STUDY MATERIAL:
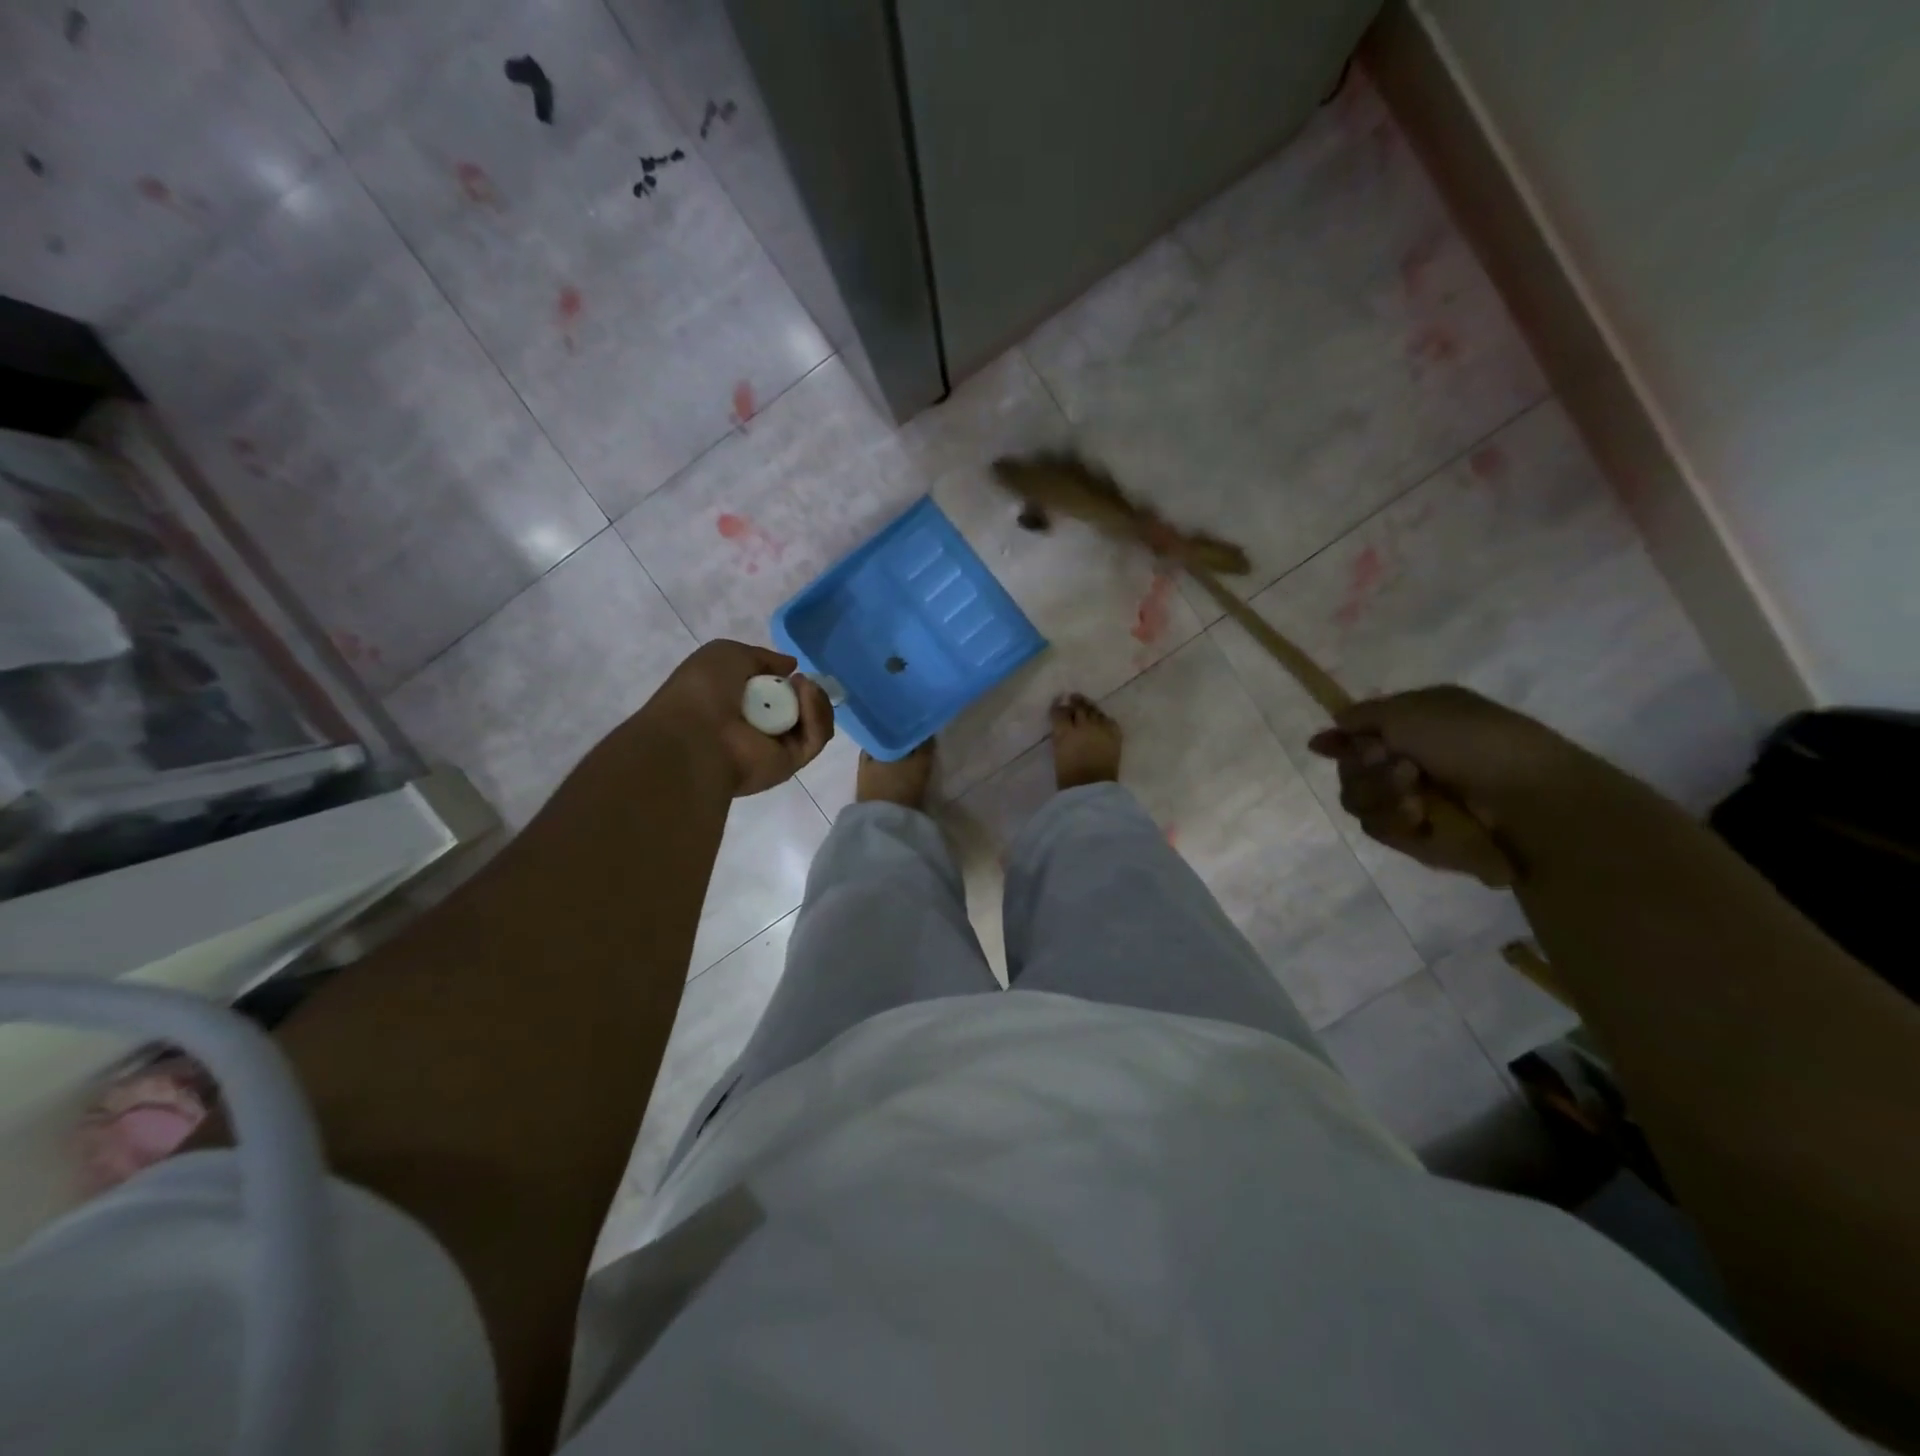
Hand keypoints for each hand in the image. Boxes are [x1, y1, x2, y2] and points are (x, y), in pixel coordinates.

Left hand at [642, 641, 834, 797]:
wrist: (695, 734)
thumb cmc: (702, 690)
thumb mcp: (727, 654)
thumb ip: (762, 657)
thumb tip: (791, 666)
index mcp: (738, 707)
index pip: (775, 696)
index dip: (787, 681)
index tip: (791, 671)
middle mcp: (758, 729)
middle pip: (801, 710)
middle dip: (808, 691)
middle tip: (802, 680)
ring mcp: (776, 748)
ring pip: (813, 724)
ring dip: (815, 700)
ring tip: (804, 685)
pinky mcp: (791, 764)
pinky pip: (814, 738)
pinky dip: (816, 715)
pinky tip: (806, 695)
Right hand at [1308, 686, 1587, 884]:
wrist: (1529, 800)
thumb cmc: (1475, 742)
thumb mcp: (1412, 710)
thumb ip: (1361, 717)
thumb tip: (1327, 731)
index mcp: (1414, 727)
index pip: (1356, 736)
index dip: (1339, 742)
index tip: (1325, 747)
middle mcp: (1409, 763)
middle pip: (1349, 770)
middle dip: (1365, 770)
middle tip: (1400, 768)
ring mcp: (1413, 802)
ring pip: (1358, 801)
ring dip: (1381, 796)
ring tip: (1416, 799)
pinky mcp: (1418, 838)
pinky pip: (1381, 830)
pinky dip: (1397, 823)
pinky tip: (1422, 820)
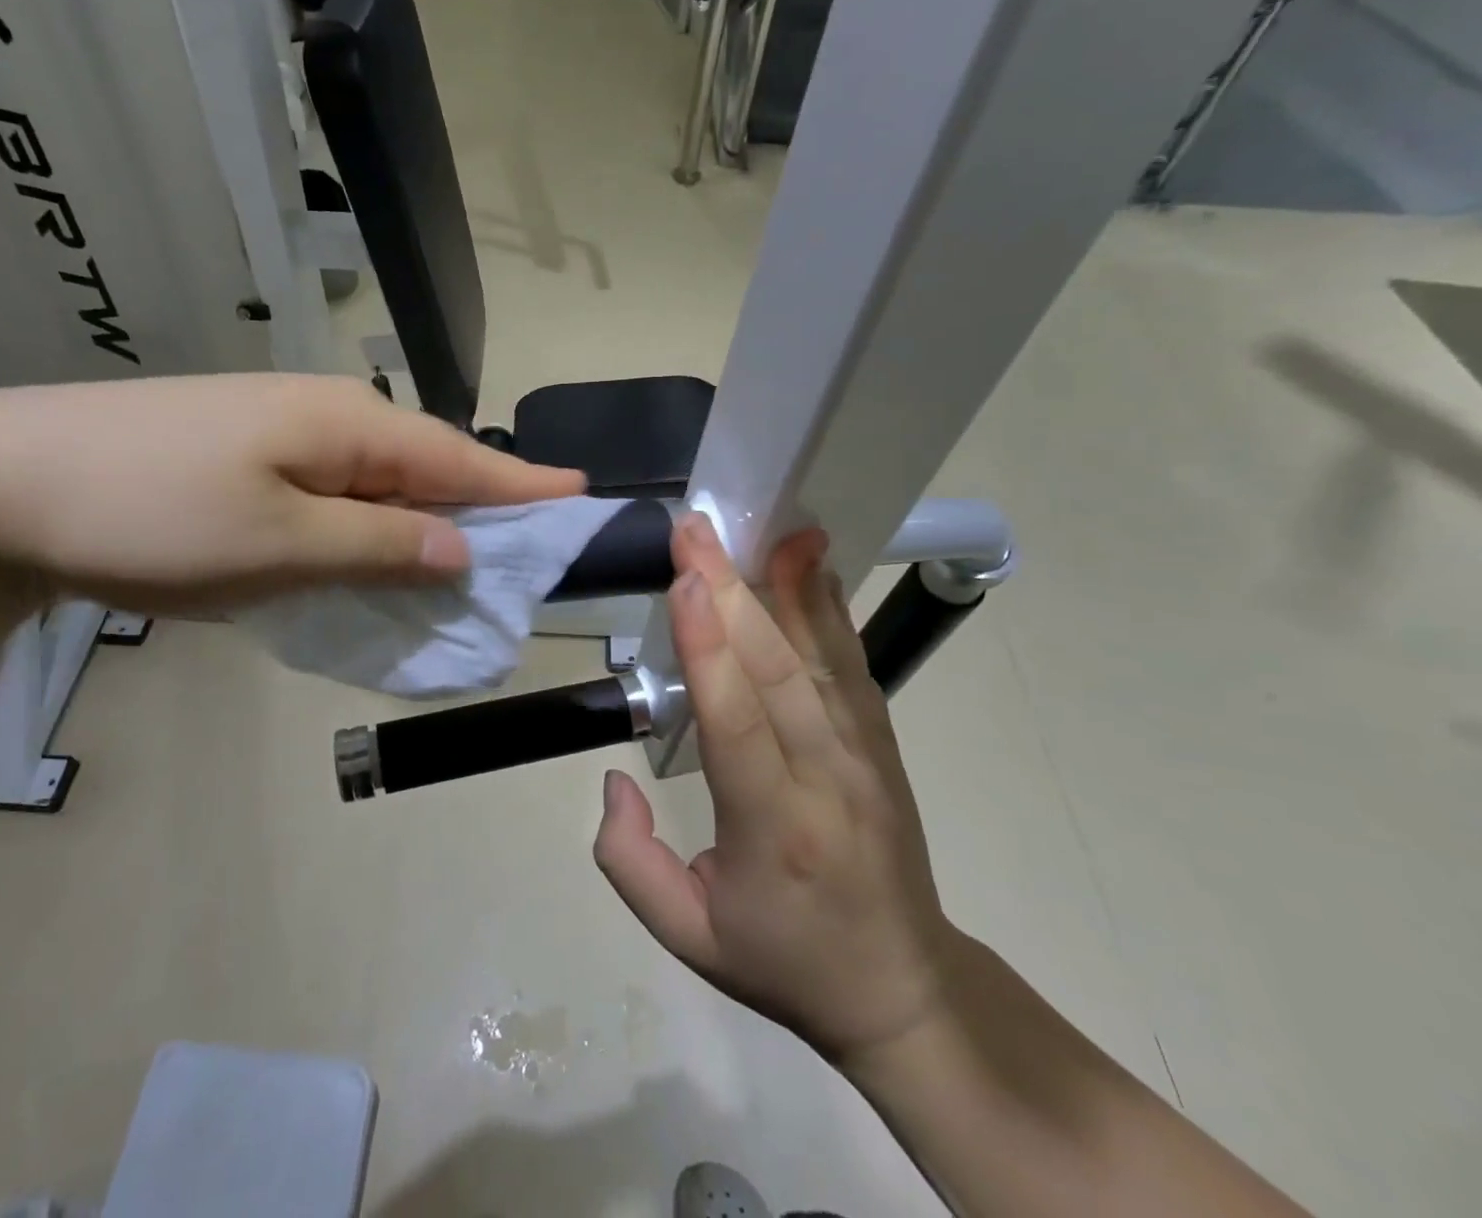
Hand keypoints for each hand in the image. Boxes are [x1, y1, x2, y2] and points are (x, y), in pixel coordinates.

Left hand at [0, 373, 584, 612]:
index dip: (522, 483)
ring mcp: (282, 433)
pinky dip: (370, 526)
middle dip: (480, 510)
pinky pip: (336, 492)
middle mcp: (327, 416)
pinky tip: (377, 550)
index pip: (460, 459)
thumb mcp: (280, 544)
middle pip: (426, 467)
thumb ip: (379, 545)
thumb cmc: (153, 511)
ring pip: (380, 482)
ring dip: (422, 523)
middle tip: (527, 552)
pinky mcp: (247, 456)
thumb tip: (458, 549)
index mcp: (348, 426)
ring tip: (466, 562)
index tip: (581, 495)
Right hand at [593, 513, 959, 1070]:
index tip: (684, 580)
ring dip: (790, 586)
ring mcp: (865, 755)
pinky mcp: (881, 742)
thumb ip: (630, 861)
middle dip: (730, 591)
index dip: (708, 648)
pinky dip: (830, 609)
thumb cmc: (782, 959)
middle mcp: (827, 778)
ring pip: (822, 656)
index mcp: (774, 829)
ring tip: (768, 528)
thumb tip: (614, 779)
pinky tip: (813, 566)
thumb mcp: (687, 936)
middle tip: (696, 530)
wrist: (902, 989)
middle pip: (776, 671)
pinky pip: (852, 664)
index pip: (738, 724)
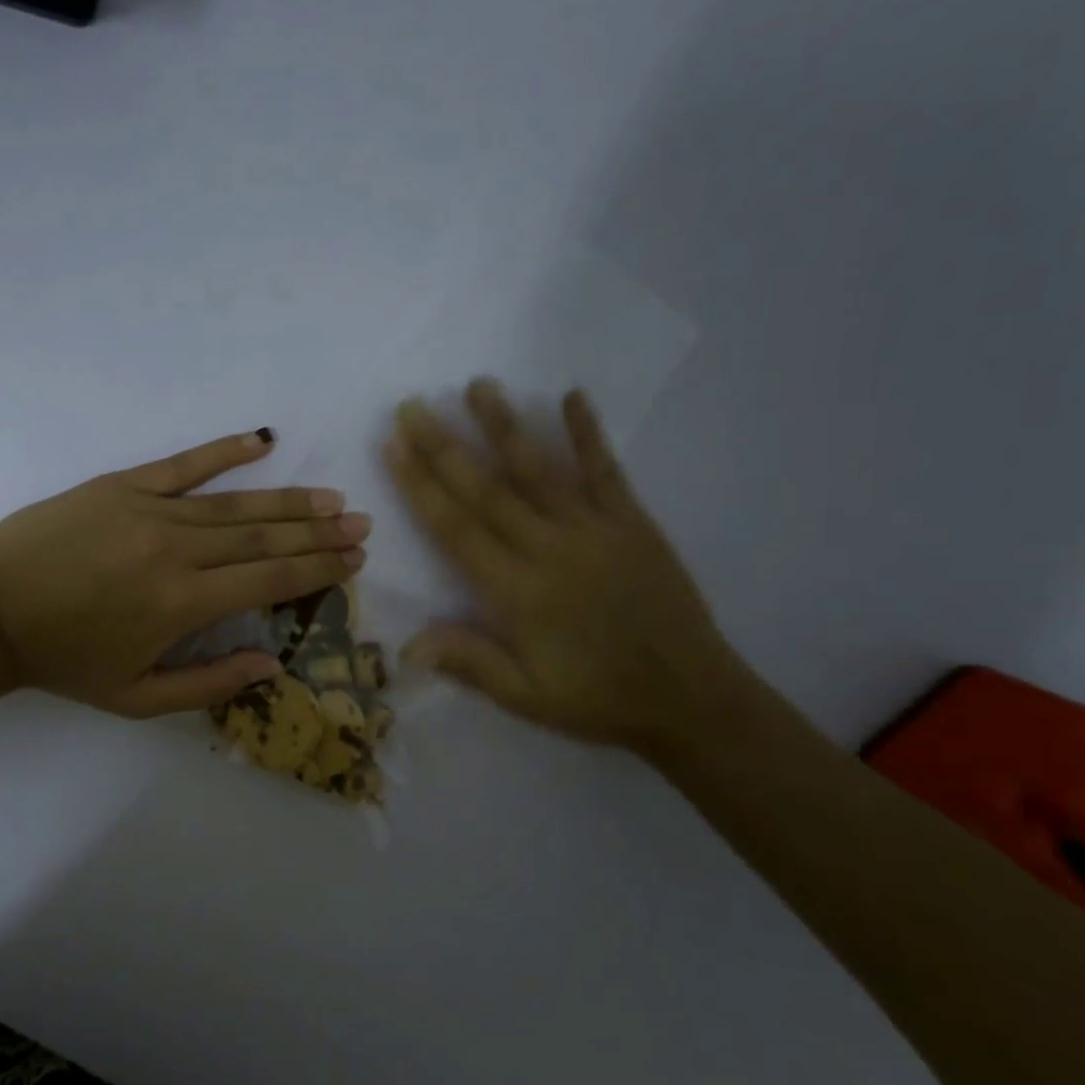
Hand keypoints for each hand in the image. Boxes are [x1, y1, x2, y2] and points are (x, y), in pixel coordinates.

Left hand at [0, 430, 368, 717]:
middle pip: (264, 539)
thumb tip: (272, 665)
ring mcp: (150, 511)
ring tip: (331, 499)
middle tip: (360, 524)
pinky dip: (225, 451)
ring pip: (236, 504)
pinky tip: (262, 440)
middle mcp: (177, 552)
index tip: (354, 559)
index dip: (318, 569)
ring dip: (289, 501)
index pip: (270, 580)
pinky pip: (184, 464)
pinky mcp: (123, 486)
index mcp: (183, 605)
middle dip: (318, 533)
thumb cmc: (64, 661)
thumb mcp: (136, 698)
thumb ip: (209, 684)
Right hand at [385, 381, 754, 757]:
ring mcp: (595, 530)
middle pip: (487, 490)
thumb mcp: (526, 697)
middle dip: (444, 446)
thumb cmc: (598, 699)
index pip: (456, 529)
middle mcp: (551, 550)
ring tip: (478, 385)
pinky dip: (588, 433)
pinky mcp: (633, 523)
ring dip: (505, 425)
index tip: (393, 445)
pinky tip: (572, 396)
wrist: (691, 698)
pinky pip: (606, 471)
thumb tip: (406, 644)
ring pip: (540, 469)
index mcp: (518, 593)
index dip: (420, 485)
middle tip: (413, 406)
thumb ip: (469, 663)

TASK DESCRIPTION:
If a record holds a picture, drop the picture and return the rest of it exactly.

SOLUTION TO THIS TASK:
Hand keypoints for each hand in the image. Boxes are [x1, y1, x2, y2] and points are (x, y), in pixel coordinates.

Left hand at [642, 641, 834, 797]:
wrist: (695, 734)
thumb cmc: (702, 690)
thumb mcp: (727, 654)
thumb ip: (762, 657)
thumb tip: (791, 666)
index mcp: (738, 707)
index pip: (775, 696)
index dip: (787, 681)
index tip: (791, 671)
middle mcp: (758, 729)
middle pip: (801, 710)
middle dip: (808, 691)
middle tip: (802, 680)
ring mcp: (776, 748)
ring pip: (813, 724)
ring dip: (815, 700)
ring tip: (804, 685)
pinky mcp: (791, 764)
pinky pip: (814, 738)
pinky dip: (816, 715)
pinky tip: (806, 695)
Right hand at [1308, 686, 1587, 884]:
wrist: (1529, 800)
thumb cmc: (1475, 742)
thumb mcp: (1412, 710)
thumb ip: (1361, 717)
thumb tip: (1327, 731)
index mcp: (1414, 727)
index pip: (1356, 736)
index dip: (1339, 742)
index tip: (1325, 747)
middle mcp: (1409, 763)
middle pip: (1349, 770)
middle dip: (1365, 770)
middle tip: (1400, 768)
ring mcp: (1413, 802)
ring pip: (1358, 801)
ring dip: (1381, 796)
ring tip: (1416, 799)
pinky mcp: (1418, 838)
pinky pip: (1381, 830)
pinky dip: (1397, 823)
pinky tip: (1422, 820)
Hand keypoints for each hand in the image. Boxes are [x1, y1, x2, y2] and points are (x, y), in pixel coordinates.

Left hand at [0, 373, 584, 612]:
index dip: (522, 483)
ring mcp: (282, 433)
pinky dip: (370, 526)
middle dip: (480, 510)
pinky pip: (336, 492)
middle mcp: (327, 416)
pinky tip: (377, 550)
index pip: (460, 459)
thumb mcp: (280, 544)
middle pip: (426, 467)
thumb ip: (379, 545)
thumb cmc: (153, 511)
ring pip: (380, 482)
ring dip: (422, 523)
middle tip: (527, 552)
pinky mcp: (247, 456)
thumb tip: (458, 549)
index mcp: (348, 426)
ring tip: (466, 562)
index tip: (581, 495)
Right hand at [593, 513, 959, 1070]:
index tip: (684, 580)
ring dip: (790, 586)
ring mcp: (865, 755)
pinky mcp: (881, 742)
thumb ip: (630, 861)
middle dip: (730, 591)
index dip: (708, 648)
pinky dip: (830, 609)
thumb cmc: (782, 959)
middle mcp: (827, 778)
ring pip: (822, 656)
index mcp: (774, 829)
ring tip: (768, 528)
thumb tip: (614, 779)
pinky tip: (813, 566)
thumb mcp: (687, 936)
middle tip: (696, 530)
wrist: (902, 989)
middle pip: (776, 671)
pinky pip: (852, 664)
index pip: (738, 724)
Hand keypoints for each hand in the image. Boxes are [x1, y1, x2, y2] and points are (x, y), in pixel coordinates.

Left hand at [0, 430, 368, 717]:
middle pip: (264, 539)
thumb tip: (272, 665)
ring mcp: (150, 511)
ring tip: (331, 499)
middle tip: (360, 524)
pinky dip: (225, 451)
ring pip: (236, 504)
pinky tip: (262, 440)
middle mcp: (177, 552)
index tip: (354, 559)
index dip: (318, 569)
ring dip: (289, 501)
index pip: (270, 580)
pinky pip: (184, 464)
pinky mcp: (123, 486)
index mcp: (183, 605)
middle dip: (318, 533)
thumb cmc: (64, 661)
thumb mcp: (136, 698)
thumb ip: (209, 684)
Right hand at [385, 381, 754, 757]:
ring mcp: (595, 530)
middle pip: (487, 490)
thumb mcp: (526, 697)
middle dip: (444, 446)
thumb cmc: (598, 699)
index pip: (456, 529)
middle mcp: (551, 550)
ring tip: (478, 385)
pinky dip: (588, 433)
pinky mcp: (633, 523)
ring dip: (505, 425)
index tip: (393, 445)
pinky tip: (572, 396)
wrist: (691, 698)
pinky pip: (606, 471)
thumb tip: (406, 644)
ring pip: (540, 469)
index mcp: (518, 593)
index dip: (420, 485)
middle tip: (413, 406)
thumb ip: (469, 663)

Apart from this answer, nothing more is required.